Jun 132017
 

CART welcomed new researcher for East Hampshire, Jon Radcliffe to the stand at the Southwick Revival event. His local knowledge was invaluable as we spoke to a number of local residents with information about Auxiliary Units sites. Two visitors had played in the Southwick Operational Base as children and were able to describe it in detail, mentioning a previously unknown escape tunnel. Others gave accounts of the patrol members they had remembered from their youth. There was also a location provided for an Operational Base near Clanfield, though this might also relate to the Lovedean Patrol.

We also had some excellent information regarding an Base in Dorset and an oral history account from Sussex previously unknown to us.
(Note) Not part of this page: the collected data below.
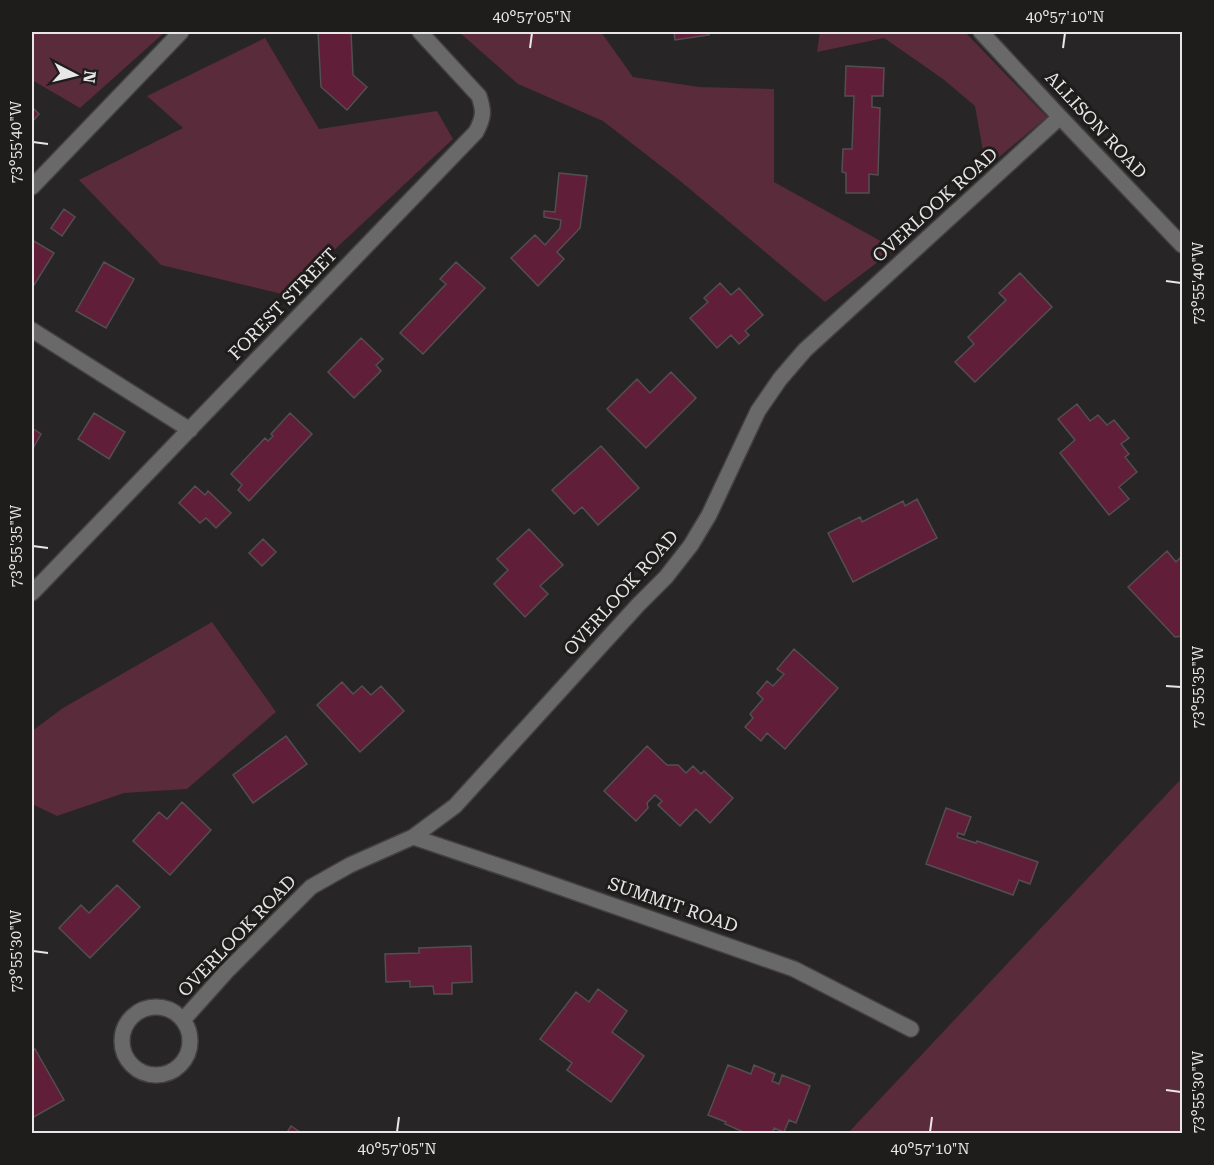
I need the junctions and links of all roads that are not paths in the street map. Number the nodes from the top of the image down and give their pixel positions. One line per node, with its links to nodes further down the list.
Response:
1 (181, 32): 5 (street)
2 (420, 32): 8 (street, FOREST STREET)
3 (981, 32): 4 (street, ALLISON ROAD)
4 (1060, 117): 6 (street, ALLISON ROAD); 10 (street, OVERLOOK ROAD)
5 (32, 188)
6 (1182, 245)
7 (32, 330): 8 (street)
8 (190, 430): 9 (street, FOREST STREET)
9 (32, 593)
10 (413, 837): 11 (street, OVERLOOK ROAD); 12 (street, SUMMIT ROAD)
11 (183, 1020): 11 (street, OVERLOOK ROAD)
12 (911, 1029)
Displaying in the middle of Southwick, Coleshill expert Bill Ashby went knocking on doors using the wartime addresses of patrol members and found relatives at one of these. They are looking out some photos of the patrol members for us which we hope to be able to add to the site in due course. We also heard a great deal about the area during wartime, as many of the wooded areas hosted allied troops in the run up to D-Day and remains still exist in a number of these.

Particularly interesting was a series of Tommy gun bullets which had been extracted from a felled tree. Eye witness accounts confirm that Generals Monty and Eisenhower fired Tommy guns at the tree one evening after dinner. Nobody had believed the story at the time, but decades later, the bullets were found in the timber when the tree was being cut up and kept by a local forestry worker. It isn’t often you know who fired a particular bullet, and even less often they are so famous!

It was impressive to see how many people had made the effort to appear in wartime dress, with many impressive wartime hairstyles and at least two vintage prams for young children. Periodically the military vehicles drove through the streets in convoy, past houses with taped windows and bunting.

The Aux Units part of the village’s history came as a surprise to some, with the D-Day map room and HQ being perhaps more famous. We’ve been asked back again next year…

(Report by Dr Will Ward – CART Dorset) Images by the team.